Source data:

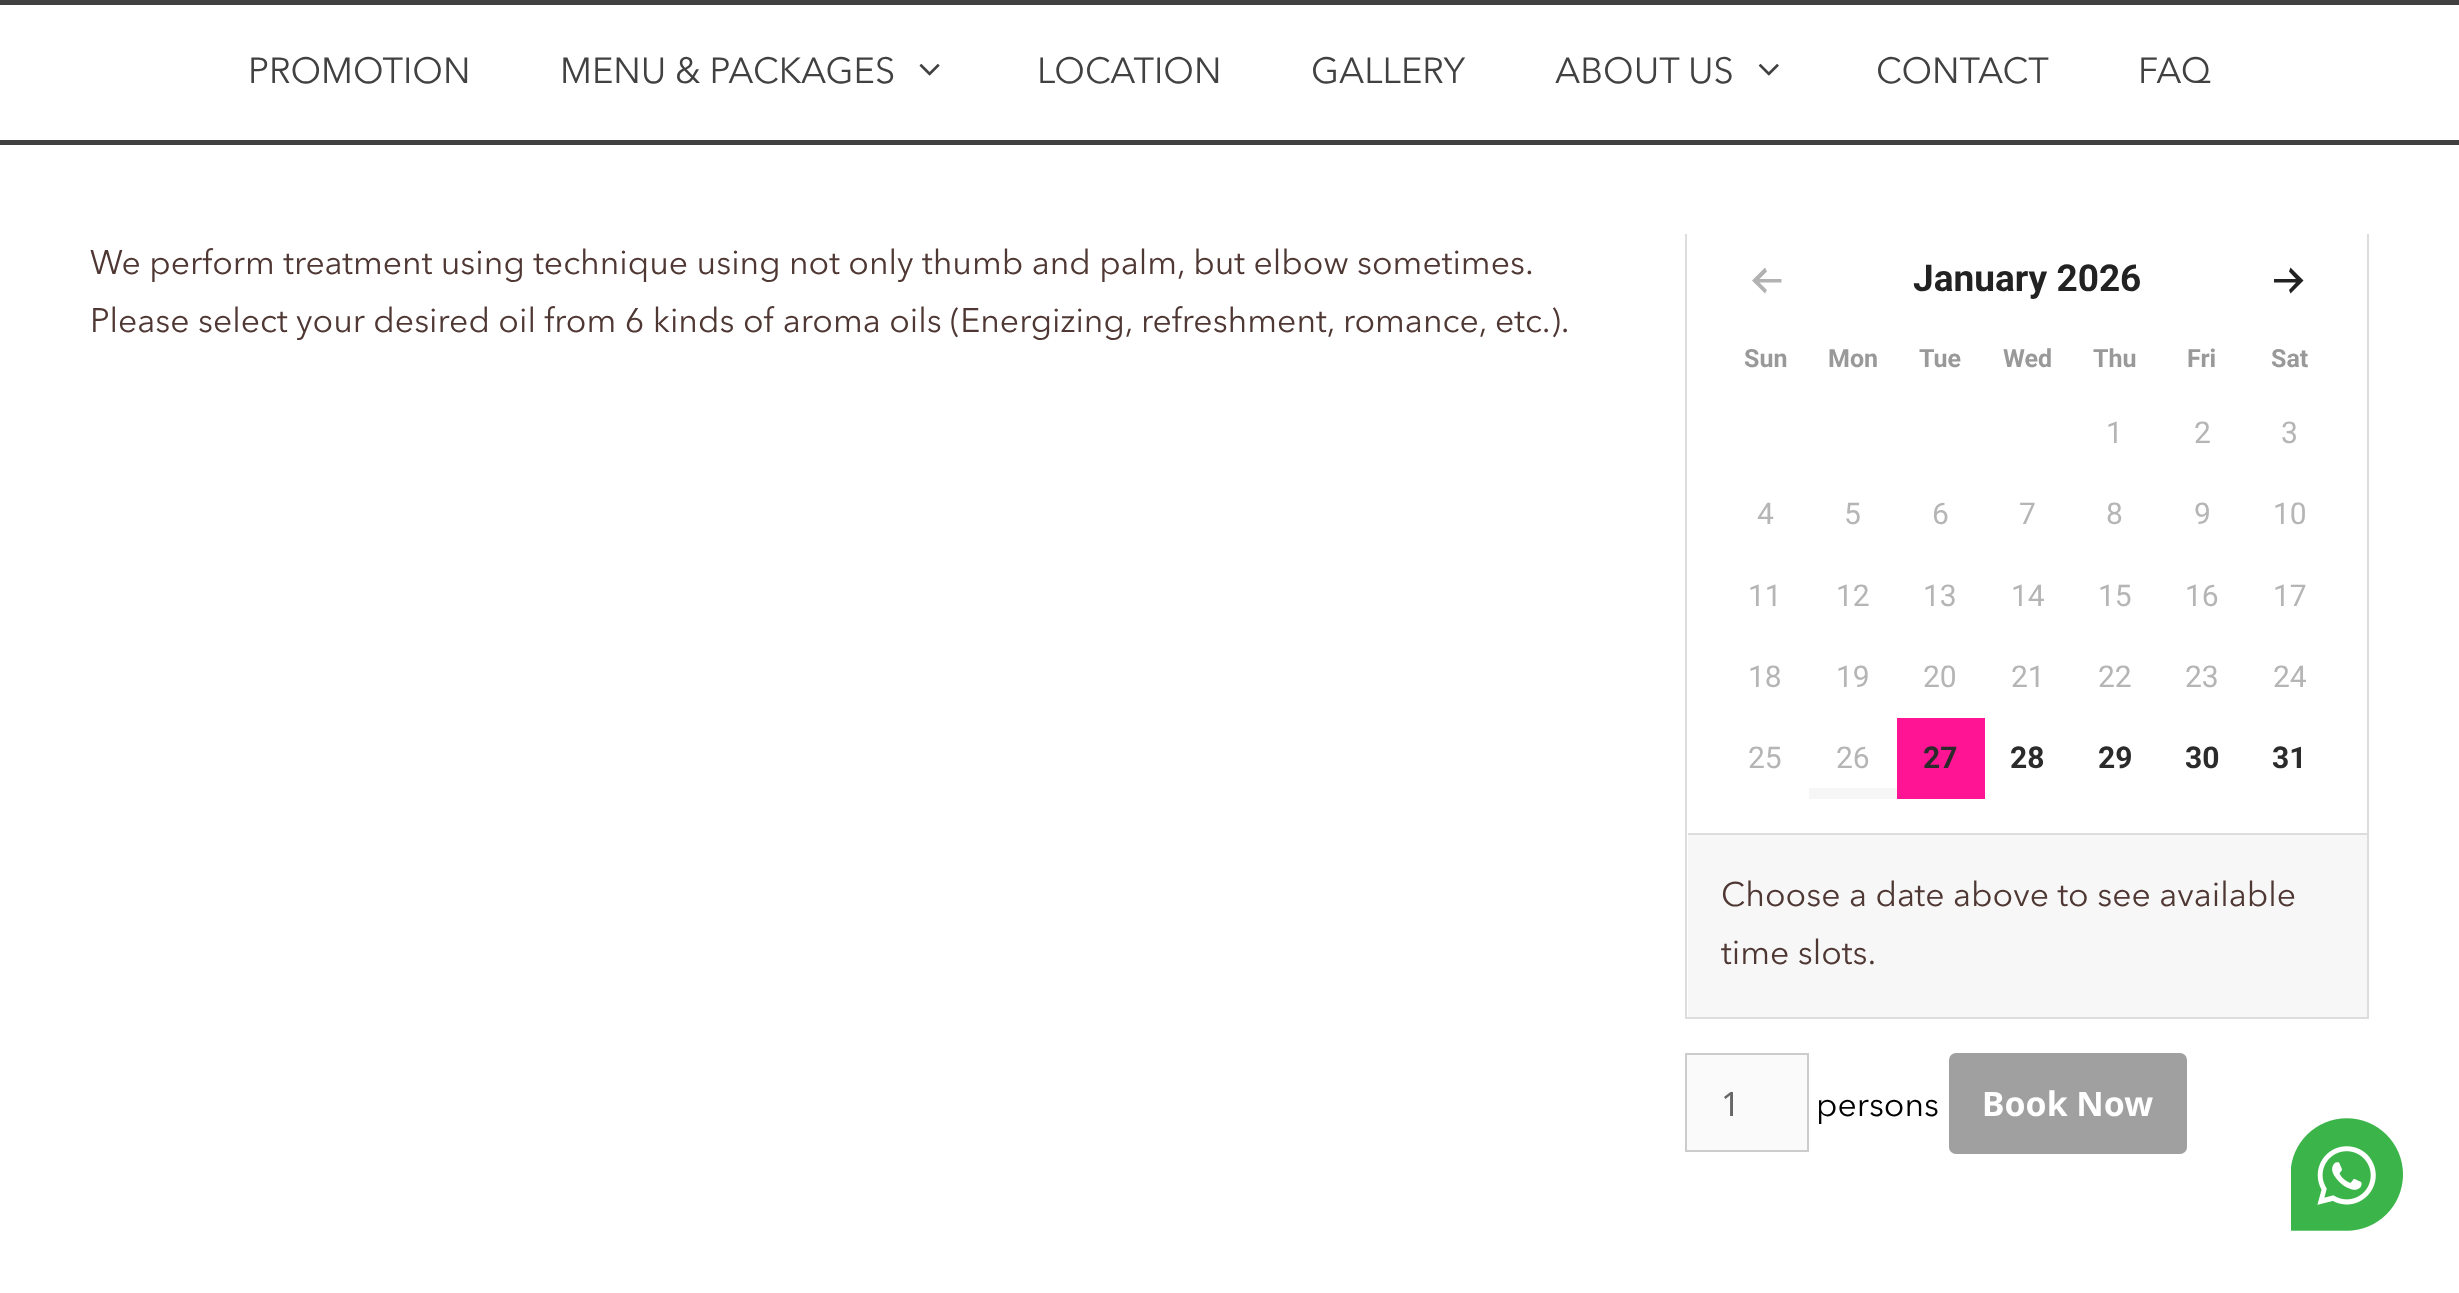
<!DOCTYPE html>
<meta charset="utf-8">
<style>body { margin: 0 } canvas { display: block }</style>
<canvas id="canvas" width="2459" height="1293"></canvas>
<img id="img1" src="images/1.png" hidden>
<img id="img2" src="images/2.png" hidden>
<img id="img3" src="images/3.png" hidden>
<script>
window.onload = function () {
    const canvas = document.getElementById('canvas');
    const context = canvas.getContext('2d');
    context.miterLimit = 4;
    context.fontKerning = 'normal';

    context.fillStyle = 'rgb(255, 255, 255)';
    context.fillRect(0, 0, 2459, 1293);
    context.strokeStyle = 'rgb(221, 221, 221)';
    context.lineWidth = 2;
    context.strokeRect(1686, 201, 682, 817);
    context.fillRect(1685, 200, 684, 34);
    context.fillStyle = 'rgb(65, 65, 65)';
    context.fillRect(0, 0, 2459, 5);
    context.fillRect(0, 140, 2459, 5);
    context.drawImage(document.getElementById('img1'), 919, 64, 21, 12);
    context.drawImage(document.getElementById('img2'), 1758, 64, 21, 12);
    context.fillStyle = 'rgb(178, 178, 178)';
    context.beginPath();
    context.moveTo(1781.5, 279);
    context.lineTo(1781.5, 282.5);
    context.lineTo(1759.5, 282.5);
    context.lineTo(1767, 290);
    context.lineTo(1765, 293.5);
    context.lineTo(1752, 280.5);
    context.lineTo(1765, 267.5);
    context.lineTo(1767, 271.5);
    context.lineTo(1759.5, 279);
    context.closePath();
    context.fill();
    context.fillStyle = 'rgb(34, 34, 34)';
    context.beginPath();
    context.moveTo(2274, 282.5);
    context.lineTo(2274, 279);
    context.lineTo(2296, 279);
    context.lineTo(2289, 271.5);
    context.lineTo(2290.5, 267.5);
    context.lineTo(2303.5, 280.5);
    context.lineTo(2290.5, 293.5);
    context.lineTo(2289, 290);
    context.lineTo(2296, 282.5);
    context.closePath();
    context.fill();
    context.fillStyle = 'rgb(246, 246, 246)';
    context.fillRect(1809, 788, 88, 11);
    context.fillStyle = 'rgb(255, 20, 147)';
    context.fillRect(1897, 718, 88, 81);
    context.fillStyle = 'rgba(0, 0, 0, 0.03)';
    context.fillRect(1688, 835, 679, 182);
    context.fillStyle = 'rgb(221, 221, 221)';
    context.fillRect(1688, 833, 679, 2);
    context.fillStyle = 'rgb(250, 250, 250)';
    context.beginPath();
    context.rect(1686, 1054, 122, 97);
    context.fill();
    context.strokeStyle = 'rgb(204, 204, 204)';
    context.stroke();
    context.fillStyle = 'rgb(160, 160, 160)';
    context.beginPath();
    context.roundRect(1949, 1053, 238, 101, 7);
    context.fill();
    context.drawImage(document.getElementById('img3'), 2291, 1118, 112, 113);
    context.font = '36px Avenir Next';
    context.fillStyle = 'rgb(65, 65, 65)';
    context.fillText('PROMOTION', 248, 83);
    context.fillText('MENU & PACKAGES', 560, 83);
    context.fillText('LOCATION', 1037, 83);
    context.fillText('GALLERY', 1311, 83);
    context.fillText('ABOUT US', 1555, 83);
    context.fillText('CONTACT', 1876, 83);
    context.fillText('FAQ', 2138, 83);
    context.font = '33.75px Avenir Next';
    context.fillStyle = 'rgb(79, 56, 52)';
    context.fillText('We perform treatment using technique using not only thumb and palm, but elbow sometimes.', 90, 274);
    context.fillText('Please select your desired oil from 6 kinds of aroma oils (Energizing, refreshment, romance, etc.).', 90, 332);
    context.font = 'bold 37px Roboto';
    context.fillStyle = 'rgb(34, 34, 34)';
    context.fillText('January 2026', 1913, 291);
    context.font = 'bold 25px Roboto';
    context.fillStyle = 'rgb(153, 153, 153)';
    context.fillText('Sun', 1744, 367);
    context.fillText('Mon', 1828, 367);
    context.fillText('Tue', 1919, 367);
    context.fillText('Wed', 2003, 367);
    context.fillText('Thu', 2093, 367);
    context.fillText('Fri', 2187, 367);
    context.fillText('Sat', 2271, 367);
    context.font = '30px Roboto';
    context.fillStyle = 'rgb(181, 181, 181)';
    context.fillText('1', 2106, 443);
    context.fillText('2', 2194, 443);
    context.fillText('3', 2281, 443);
    context.fillText('4', 1757, 524);
    context.fillText('5', 1844, 524);
    context.fillText('6', 1932, 524);
    context.fillText('7', 2019, 524);
    context.fillText('8', 2106, 524);
    context.fillText('9', 2194, 524);
    context.fillText('10', 2273, 524);
    context.fillText('11', 1748, 606);
    context.fillText('12', 1836, 606);
    context.fillText('13', 1923, 606);
    context.fillText('14', 2011, 606);
    context.fillText('15', 2098, 606);
    context.fillText('16', 2185, 606);
    context.fillText('17', 2273, 606);
    context.fillText('18', 1748, 687);
    context.fillText('19', 1836, 687);
    context.fillText('20', 1923, 687);
    context.fillText('21', 2011, 687);
    context.fillText('22', 2098, 687);
    context.fillText('23', 2185, 687);
    context.fillText('24', 2273, 687);
    context.fillText('25', 1748, 768);
    context.fillText('26', 1836, 768);
    context.font = 'bold 30px Roboto';
    context.fillStyle = 'rgb(43, 43, 43)';
    context.fillText('27', 1923, 768);
    context.fillText('28', 2010, 768);
    context.fillText('29', 2098, 768);
    context.fillText('30', 2185, 768);
    context.fillText('31', 2272, 768);
    context.font = '33.75px Avenir Next';
    context.fillStyle = 'rgb(79, 56, 52)';
    context.fillText('Choose a date above to see available', 1721, 906);
    context.fillText('time slots.', 1721, 964);
    context.font = '33.75px Noto Sans';
    context.fillStyle = 'rgb(102, 102, 102)';
    context.fillText('1', 1721, 1116);
    context.font = '33.75px Avenir Next';
    context.fillStyle = 'rgb(0, 0, 0)';
    context.fillText('persons', 1816, 1116);
    context.font = 'bold 33.75px Noto Sans';
    context.fillStyle = 'rgb(255, 255, 255)';
    context.fillText('Book Now', 1982, 1116);
};
</script>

Prompt: Search the entries for the word "getElementById". Copy every line where it occurs.

Answer space:
    const canvas = document.getElementById('canvas');
    context.drawImage(document.getElementById('img1'), 919, 64, 21, 12);
    context.drawImage(document.getElementById('img2'), 1758, 64, 21, 12);
    context.drawImage(document.getElementById('img3'), 2291, 1118, 112, 113);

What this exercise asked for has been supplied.